Employees can use information about their reasoning skills to improve their performance and prepare themselves for advancement. For example, the figure above shows the developmental progress made by a manager (now in a Senior level 1 position) over the course of twelve years in four critical skill areas. At year fourteen she displays a wide range of competence across these four skill areas. Her scores on decision making and ethical reasoning are in the Senior level 1 range, and her score on leadership reasoning is in the Senior level 2 range, indicating that in these areas, she has strong skills that match or exceed the difficulty level of her Senior 1 management position. However, her reflective judgment skills are in the Mid-level management range. Equipped with this information, she can optimize her development as a manager by engaging in learning activities that will move her reflective judgment skills from unelaborated abstract systems to highly elaborated abstract systems. Once all of her skills are in the highly elaborated abstract systems range, she can more readily make the transition into single principles reasoning, which will prepare her to meet the task demands of Senior 2 management.

 

 

Fifth, the LAS can be employed longitudinally to compare the developmental trajectories and pathways of individuals. Accounting for the developmental dimension would reduce the danger of conflating developmental and other effects. For example, much cross-cultural research employs age or school grade as a proxy for development. When differences in conceptions are found, these are often attributed to cultural differences. This practice is highly questionable, because, though age and developmental level are correlated in childhood and adolescence, they are far from an identity (Armon & Dawson, 1997; Dawson et al., 2005; Fischer & Bidell, 1998).

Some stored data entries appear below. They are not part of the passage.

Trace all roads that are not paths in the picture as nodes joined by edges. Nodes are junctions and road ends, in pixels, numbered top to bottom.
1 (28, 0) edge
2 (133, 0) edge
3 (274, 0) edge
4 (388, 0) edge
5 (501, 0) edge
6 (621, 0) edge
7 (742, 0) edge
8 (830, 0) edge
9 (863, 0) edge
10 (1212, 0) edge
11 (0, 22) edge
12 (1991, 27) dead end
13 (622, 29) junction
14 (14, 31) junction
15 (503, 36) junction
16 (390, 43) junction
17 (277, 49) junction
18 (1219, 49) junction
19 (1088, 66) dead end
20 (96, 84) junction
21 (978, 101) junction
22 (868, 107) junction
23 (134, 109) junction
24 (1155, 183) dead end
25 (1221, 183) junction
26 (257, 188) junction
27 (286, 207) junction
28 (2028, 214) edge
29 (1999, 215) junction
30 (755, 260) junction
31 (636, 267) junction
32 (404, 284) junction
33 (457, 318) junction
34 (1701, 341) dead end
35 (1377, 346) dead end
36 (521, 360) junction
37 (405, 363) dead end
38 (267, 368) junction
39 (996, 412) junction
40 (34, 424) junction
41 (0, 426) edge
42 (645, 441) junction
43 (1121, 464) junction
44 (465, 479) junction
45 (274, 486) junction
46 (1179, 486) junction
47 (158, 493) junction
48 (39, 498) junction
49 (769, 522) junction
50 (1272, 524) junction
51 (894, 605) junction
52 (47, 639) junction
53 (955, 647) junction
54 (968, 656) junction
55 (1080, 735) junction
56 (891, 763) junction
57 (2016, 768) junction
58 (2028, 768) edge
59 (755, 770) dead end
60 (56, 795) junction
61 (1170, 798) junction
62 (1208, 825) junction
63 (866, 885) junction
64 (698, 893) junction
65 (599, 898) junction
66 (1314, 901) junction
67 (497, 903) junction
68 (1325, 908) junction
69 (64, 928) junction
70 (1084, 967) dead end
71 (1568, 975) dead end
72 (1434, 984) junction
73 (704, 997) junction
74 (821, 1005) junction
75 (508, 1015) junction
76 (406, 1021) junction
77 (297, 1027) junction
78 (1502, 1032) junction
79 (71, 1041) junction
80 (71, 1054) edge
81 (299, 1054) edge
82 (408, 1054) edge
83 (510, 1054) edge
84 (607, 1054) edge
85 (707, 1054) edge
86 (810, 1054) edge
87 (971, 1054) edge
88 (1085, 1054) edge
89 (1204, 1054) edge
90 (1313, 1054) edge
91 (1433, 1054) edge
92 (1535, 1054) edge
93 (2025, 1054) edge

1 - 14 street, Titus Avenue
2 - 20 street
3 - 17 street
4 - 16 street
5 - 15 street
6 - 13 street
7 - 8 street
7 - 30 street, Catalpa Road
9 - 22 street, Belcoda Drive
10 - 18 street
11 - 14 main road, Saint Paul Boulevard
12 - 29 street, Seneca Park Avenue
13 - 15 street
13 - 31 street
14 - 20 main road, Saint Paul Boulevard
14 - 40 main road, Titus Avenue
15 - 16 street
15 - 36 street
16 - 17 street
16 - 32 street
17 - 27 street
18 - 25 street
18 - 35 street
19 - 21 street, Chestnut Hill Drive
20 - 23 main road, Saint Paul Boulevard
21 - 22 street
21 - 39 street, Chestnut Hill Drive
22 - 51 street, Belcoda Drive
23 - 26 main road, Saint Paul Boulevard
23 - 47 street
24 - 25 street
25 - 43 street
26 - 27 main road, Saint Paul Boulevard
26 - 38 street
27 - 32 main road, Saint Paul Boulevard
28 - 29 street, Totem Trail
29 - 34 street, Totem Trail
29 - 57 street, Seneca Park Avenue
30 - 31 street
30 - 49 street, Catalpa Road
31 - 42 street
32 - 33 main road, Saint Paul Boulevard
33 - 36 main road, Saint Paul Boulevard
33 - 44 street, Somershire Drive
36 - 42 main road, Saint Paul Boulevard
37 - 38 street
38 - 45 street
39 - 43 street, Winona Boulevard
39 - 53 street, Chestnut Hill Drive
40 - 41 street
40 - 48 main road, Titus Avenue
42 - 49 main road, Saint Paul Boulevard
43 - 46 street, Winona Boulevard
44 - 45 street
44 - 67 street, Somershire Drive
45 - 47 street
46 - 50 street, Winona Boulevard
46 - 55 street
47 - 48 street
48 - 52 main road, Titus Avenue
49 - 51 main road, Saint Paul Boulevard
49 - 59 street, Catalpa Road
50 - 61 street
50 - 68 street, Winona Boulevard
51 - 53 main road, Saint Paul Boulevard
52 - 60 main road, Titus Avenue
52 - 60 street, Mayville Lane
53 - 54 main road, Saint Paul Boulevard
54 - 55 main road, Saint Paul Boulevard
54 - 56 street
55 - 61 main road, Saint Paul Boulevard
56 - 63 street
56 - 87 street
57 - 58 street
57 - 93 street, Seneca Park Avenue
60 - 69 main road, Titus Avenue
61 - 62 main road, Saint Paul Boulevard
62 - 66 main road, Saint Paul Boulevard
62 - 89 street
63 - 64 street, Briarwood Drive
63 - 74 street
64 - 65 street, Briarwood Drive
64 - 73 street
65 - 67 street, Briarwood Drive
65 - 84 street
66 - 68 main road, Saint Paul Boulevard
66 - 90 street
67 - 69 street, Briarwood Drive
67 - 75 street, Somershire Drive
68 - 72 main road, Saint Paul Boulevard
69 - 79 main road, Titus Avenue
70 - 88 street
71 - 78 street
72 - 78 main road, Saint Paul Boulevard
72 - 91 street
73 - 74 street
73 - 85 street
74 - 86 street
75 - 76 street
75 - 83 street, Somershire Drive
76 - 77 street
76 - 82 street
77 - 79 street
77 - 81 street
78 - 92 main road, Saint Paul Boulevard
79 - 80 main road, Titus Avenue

Sixth, the LAS can be employed to link results from existing research, providing a more coherent picture of conceptual development. The LAS acts as a single developmental dimension along which existing research findings can be arranged and reassessed.

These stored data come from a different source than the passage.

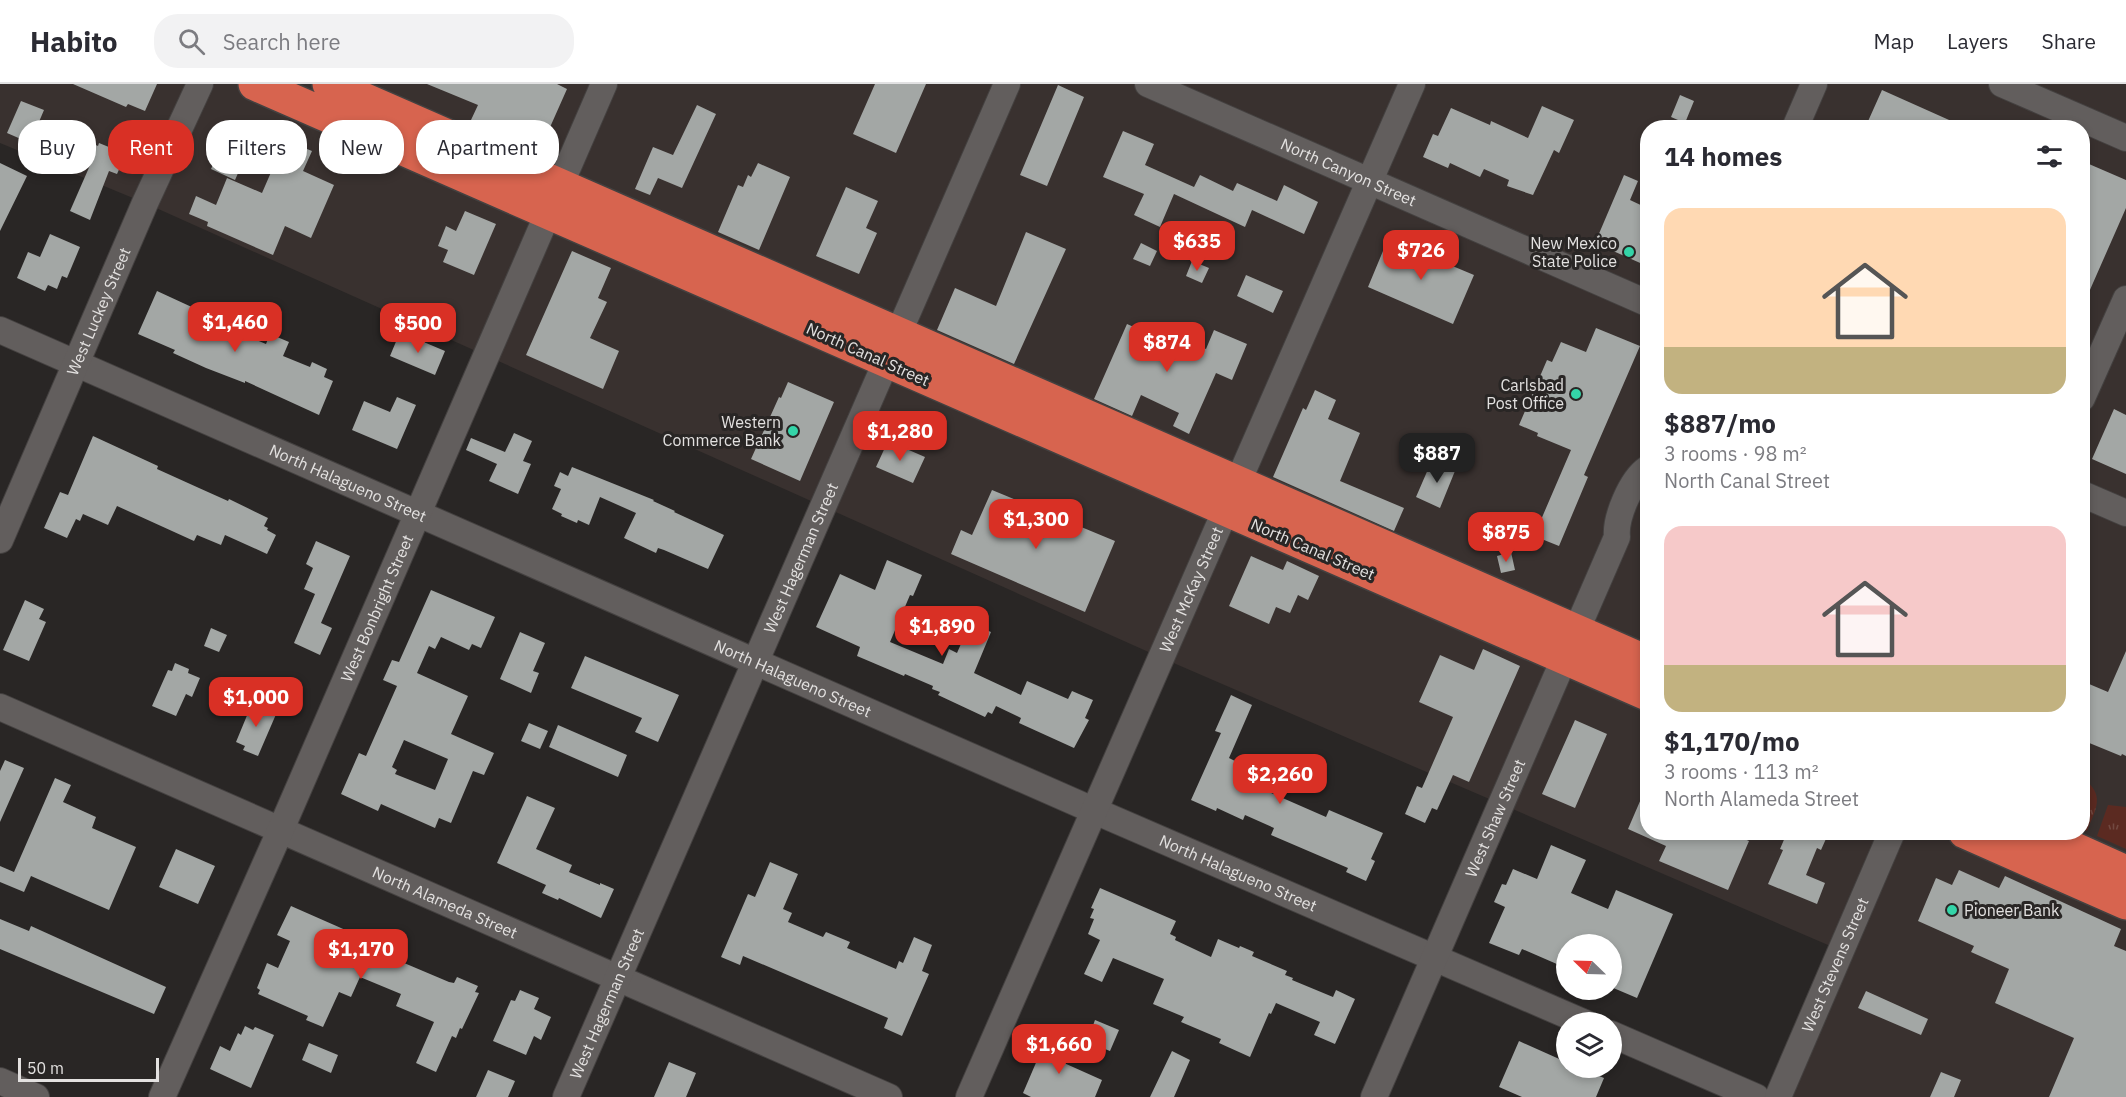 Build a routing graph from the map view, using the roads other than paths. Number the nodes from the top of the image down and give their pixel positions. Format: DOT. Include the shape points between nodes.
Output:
graph roads {
  1 [pos="200,84"];
  2 [pos="255,84"];
  3 [pos="329,84"];
  4 [pos="604,84"];
  5 [pos="1007,84"];
  6 [pos="1148,84"];
  7 [pos="1412,84"];
  8 [pos="1814,84"];
  9 [pos="2002,84"];
  10 [pos="1798,120"];
  11 [pos="2085,120"];
  12 [pos="2090,122"];
  13 [pos="2126,138"];
  14 [pos="1370,180"];
  15 [pos="554,200"];
  16 [pos="2126,299"];
  17 [pos="1640,300"];
  18 [pos="0,330"];
  19 [pos="893,348"];
  20 [pos="75,363"];
  21 [pos="2090,380"];
  22 [pos="1640,474"];
  23 [pos="1232,496"];
  24 [pos="2090,497"];
  25 [pos="1640,506"];
  26 [pos="2126,513"];
  27 [pos="418,514"];
  28 [pos="1617,537"];
  29 [pos="0,540"];
  30 [pos="1570,644"];
  31 [pos="1640,660"];
  32 [pos="756,662"];
  33 [pos="1640,689"];
  34 [pos="0,707"];
  35 [pos="1095,812"];
  36 [pos="281,829"];
  37 [pos="1889,840"];
  38 [pos="1983,840"];
  39 [pos="2055,840"];
  40 [pos="2126,872"];
  41 [pos="2126,903"];
  42 [pos="1434,958"];
  43 [pos="618,977"];
  44 [pos="1559,1012"];
  45 [pos="1622,1039"];
  46 [pos="0,1081"];
  47 [pos="36,1097"];
  48 [pos="162,1097"];
  49 [pos="566,1097"];
  50 [pos="889,1097"];
  51 [pos="969,1097"];
  52 [pos="1374,1097"];
  53 [pos="1756,1097"];
  54 [pos="1778,1097"];
  1 -- 20 [label="street, West Luckey Street"];
  2 -- 15 [label="highway, North Canal Street"];
  3 -- 15 [label="highway, North Canal Street"];
  4 -- 15 [label="street, West Bonbright Street"];
  5 -- 19 [label="street, West Hagerman Street"];
  6 -- 14 [label="street, North Canyon Street"];
  7 -- 14 [label="street, West McKay Street"];
  8 -- 10 [label="street"];
  9 -- 11 [label="street"];
  12 -- 13 [label="street"];
  14 -- 17 [label="street, North Canyon Street"];
  14 -- 23 [label="street, West McKay Street"];
  15 -- 19 [label="highway, North Canal Street"];
  15 -- 27 [label="street, West Bonbright Street"];
  16 -- 21 [label="street"];
  18 -- 20 [label="street, North Halagueno Street"];
  19 -- 23 [label="highway, North Canal Street"];
  19 -- 32 [label="street, West Hagerman Street"];
  20 -- 27 [label="street, North Halagueno Street"];
  20 -- 29 [label="street, West Luckey Street"];
  22 -- 28 [label="street, West Shaw Street" via="1616,525"];
  23 -- 30 [label="highway, North Canal Street"];
  23 -- 35 [label="street, West McKay Street"];
  24 -- 26 [label="street"];
  25 -- 28 [label="street, West Shaw Street" via="1629,531"];
  27 -- 32 [label="street, North Halagueno Street"];
  27 -- 36 [label="street, West Bonbright Street"];
  28 -- 30 [label="street, West Shaw Street"];
  30 -- 31 [label="highway, North Canal Street"];
  30 -- 33 [label="highway, North Canal Street"];
  30 -- 42 [label="street, West Shaw Street"];
  32 -- 35 [label="street, North Halagueno Street"];
  32 -- 43 [label="street, West Hagerman Street"];
  34 -- 36 [label="street, North Alameda Street"];
  35 -- 42 [label="street, North Halagueno Street"];
  35 -- 51 [label="street, West McKay Street"];
  36 -- 43 [label="street, North Alameda Street"];
  36 -- 48 [label="street, West Bonbright Street"];
  37 -- 54 [label="street, West Stevens Street"];
  38 -- 41 [label="highway"];
  39 -- 40 [label="highway"];
  42 -- 44 [label="street, North Halagueno Street"];
  42 -- 52 [label="street, West Shaw Street"];
  43 -- 49 [label="street, West Hagerman Street"];
  43 -- 50 [label="street, North Alameda Street"];
  45 -- 53 [label="street"];
  46 -- 47 [label="street"];
}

Seventh, the LAS can be employed to inform curriculum development. The link between students’ cognitive developmental level and the likelihood that they will profit from instruction is already well-established (Case & Okamoto, 1996; Cavallo, 1996; Germann, 1994; Lawson, Alkhoury, Benford, Clark, & Falconer, 2000; Lawson & Renner, 1975; Lawson & Thompson, 1988; Lawson & Weser, 1990; Renner & Marek, 1990; Shayer & Adey, 1993). By employing the LAS to study conceptual development, we are able to specify the relation between cognitive development and conceptual learning in a particular content domain. This provides support for a cognitive developmental pedagogy in the form of concrete knowledge about the way in which particular concepts develop (typically, idiosyncratically, and optimally). This knowledge can be used to design learning and performance standards as well as curricula that reflect these standards.

Finally, The LAS can be employed in assessment and evaluation. Research, assessment, evaluation, and curricula can be coordinated around a single developmental agenda in which the same metric that informs curriculum development, is employed to evaluate classroom learning, compare the effectiveness of different curricula, and provide the basis for practical scoring rubrics for educators.